## Assignment
Reproduce every record exactly as it appears, but not the pictures.

-- Data to process follows --

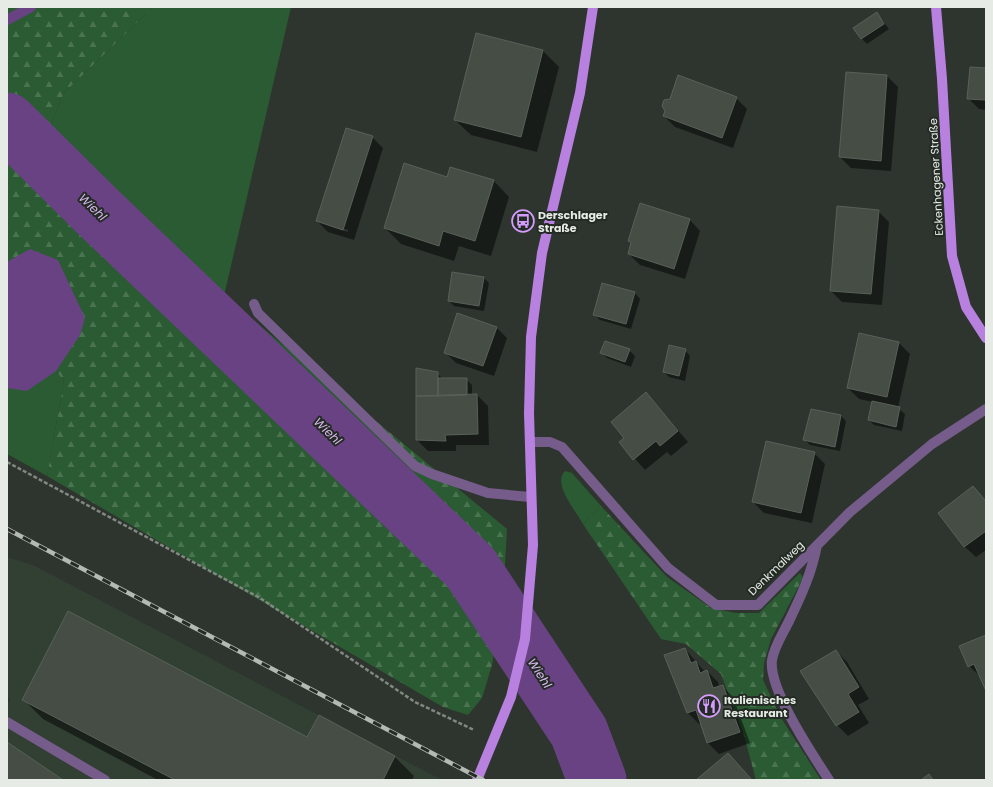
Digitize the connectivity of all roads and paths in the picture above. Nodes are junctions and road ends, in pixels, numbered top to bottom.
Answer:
1 (593, 7) edge
2 (936, 7) edge
3 (254, 304) dead end
4 (986, 338) edge
5 (986, 409) edge
6 (530, 442) junction
7 (7, 462) edge
8 (530, 497) junction
9 (817, 545) junction
10 (7, 722) edge
11 (495, 739) junction
12 (105, 780) edge
13 (477, 780) edge
14 (828, 780) edge

1 - 6 main road
2 - 4 main road, Eckenhagener Straße
3 - 8 street
5 - 9 street, Denkmalweg
6 - 8 main road
6 - 9 street, Denkmalweg
7 - 11 path
8 - 11 main road
9 - 14 street
10 - 12 street
11 - 13 main road

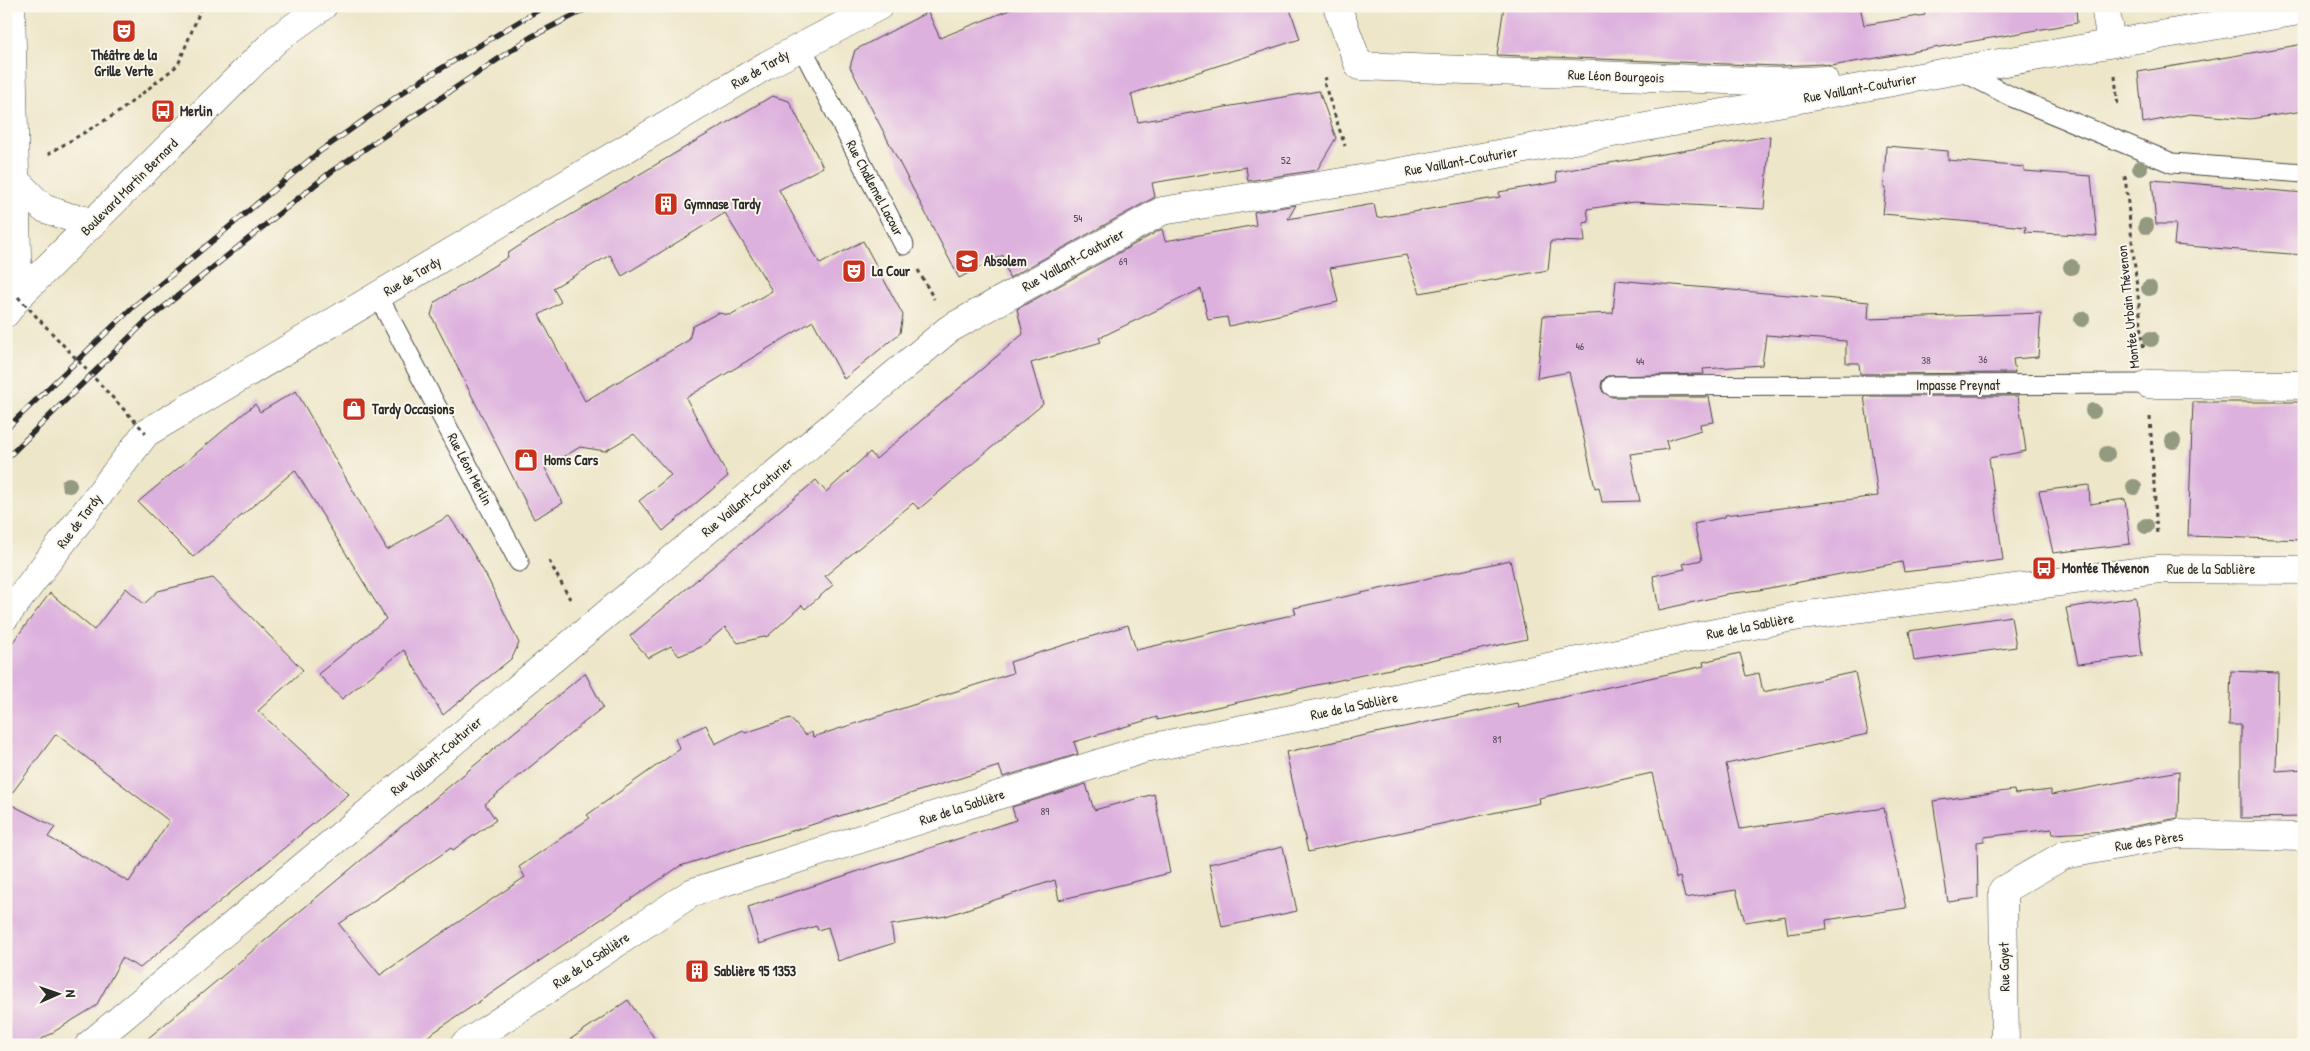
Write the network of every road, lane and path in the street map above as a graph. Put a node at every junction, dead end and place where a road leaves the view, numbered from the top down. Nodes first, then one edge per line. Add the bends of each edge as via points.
1 (12, 6) edge
2 (202, 6) edge
3 (323, 6) edge
4 (879, 6) edge
5 (1337, 6) edge
6 (2105, 6) edge
7 (2304, 10) edge
8 (2111, 43) junction
9 (801, 46) junction
10 (1948, 72) junction
11 (1323, 80) dead end
12 (1342, 137) dead end
13 (2122, 142) junction
14 (2304, 173) edge
15 (15, 177) junction
16 (94, 222) junction
17 (904, 245) joint
18 (378, 296) junction
19 (10, 302) edge
20 (949, 329) junction
21 (2148, 384) junction
22 (2304, 385) edge
23 (1612, 386) dead end
24 (146, 433) junction
25 (519, 562) dead end
26 (2159, 569) junction
27 (2304, 570) edge
28 (558, 575) dead end
29 (572, 603) dead end
30 (6, 616) edge
31 (2304, 837) edge
32 (2003, 890) joint
33 (89, 1045) edge
34 (464, 1045) edge
35 (2005, 1045) edge

1 - 15 street
2 - 15 path via 178,65 119,112
3 - 16 street, Boulevard Martin Bernard via 277,39
4 - 9 street, Rue de Tardy
5 - 10 street, Rue Léon Bourgeois via 1360,66 1778,82
6 - 8 street
7 - 8 street, Rue Vaillant-Couturier
8 - 10 street, Rue Vaillant-Couturier
8 - 13 path, Montée Urbain Thévenon
9 - 17 lane, Rue Challemel Lacour
9 - 18 street, Rue de Tardy
10 - 13 lane
10 - 20 street, Rue Vaillant-Couturier via 1355,180 1162,211
11 - 12 path
13 - 14 lane via 2172,163
13 - 21 path, Montée Urbain Thévenon
15 - 16 street via 43,208
15 - 19 street
16 - 19 street, Boulevard Martin Bernard
17 - 20 path, Rue Challemel Lacour
18 - 24 street, Rue de Tardy
18 - 25 lane, Rue Léon Merlin
19 - 24 path, bridge
20 - 33 street, Rue Vaillant-Couturier
21 - 22 street, Impasse Preynat
21 - 23 lane, Impasse Preynat
21 - 26 path, Montée Urbain Thévenon
24 - 30 street, Rue de Tardy
26 - 27 street, Rue de la Sablière
26 - 34 street, Rue de la Sablière via 1793,617 1144,749 693,892
28 - 29 path
31 - 32 street, Rue des Pères via 2177,834 2064,855
32 - 35 street, Rue Gayet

-- Data to process concluded --

## Solution
Digitize the connectivity of all roads and paths in the picture above. Nodes are junctions and road ends, in pixels, numbered top to bottom.
Answer:
1 (593, 7) edge
2 (936, 7) edge
3 (254, 304) dead end
4 (986, 338) edge
5 (986, 409) edge
6 (530, 442) junction
7 (7, 462) edge
8 (530, 497) junction
9 (817, 545) junction
10 (7, 722) edge
11 (495, 739) junction
12 (105, 780) edge
13 (477, 780) edge
14 (828, 780) edge

1 - 6 main road
2 - 4 main road, Eckenhagener Straße
3 - 8 street
5 - 9 street, Denkmalweg
6 - 8 main road
6 - 9 street, Denkmalweg
7 - 11 path
8 - 11 main road
9 - 14 street
10 - 12 street
11 - 13 main road

Write the network of every road, lane and path in the street map above as a graph. Put a node at every junction, dead end and place where a road leaves the view, numbered from the top down. Nodes first, then one edge per line. Add the bends of each edge as via points.
1 (12, 6) edge
2 (202, 6) edge
3 (323, 6) edge
4 (879, 6) edge
5 (1337, 6) edge
6 (2105, 6) edge
7 (2304, 10) edge
8 (2111, 43) junction
9 (801, 46) junction
10 (1948, 72) junction
11 (1323, 80) dead end
12 (1342, 137) dead end
13 (2122, 142) junction
14 (2304, 173) edge
15 (15, 177) junction
16 (94, 222) junction
17 (904, 245) joint
18 (378, 296) junction
19 (10, 302) edge
20 (949, 329) junction
21 (2148, 384) junction
22 (2304, 385) edge
23 (1612, 386) dead end
24 (146, 433) junction
25 (519, 562) dead end
26 (2159, 569) junction
27 (2304, 570) edge
28 (558, 575) dead end
29 (572, 603) dead end
30 (6, 616) edge
31 (2304, 837) edge
32 (2003, 890) joint
33 (89, 1045) edge
34 (464, 1045) edge
35 (2005, 1045) edge

1 - 15 street
2 - 15 path via 178,65 119,112
3 - 16 street, Boulevard Martin Bernard via 277,39
4 - 9 street, Rue de Tardy
5 - 10 street, Rue Léon Bourgeois via 1360,66 1778,82
6 - 8 street
7 - 8 street, Rue Vaillant-Couturier
8 - 10 street, Rue Vaillant-Couturier
8 - 13 path, Montée Urbain Thévenon
9 - 17 lane, Rue Challemel Lacour
9 - 18 street, Rue de Tardy
10 - 13 lane
10 - 20 street, Rue Vaillant-Couturier via 1355,180 1162,211
11 - 12 path
13 - 14 lane via 2172,163
13 - 21 path, Montée Urbain Thévenon
15 - 16 street via 43,208
15 - 19 street
16 - 19 street, Boulevard Martin Bernard
17 - 20 path, Rue Challemel Lacour
18 - 24 street, Rue de Tardy
18 - 25 lane, Rue Léon Merlin
19 - 24 path, bridge
20 - 33 street, Rue Vaillant-Couturier
21 - 22 street, Impasse Preynat
21 - 23 lane, Impasse Preynat
21 - 26 path, Montée Urbain Thévenon
24 - 30 street, Rue de Tardy
26 - 27 street, Rue de la Sablière
26 - 34 street, Rue de la Sablière via 1793,617 1144,749 693,892
28 - 29 path
31 - 32 street, Rue des Pères via 2177,834 2064,855
32 - 35 street, Rue Gayet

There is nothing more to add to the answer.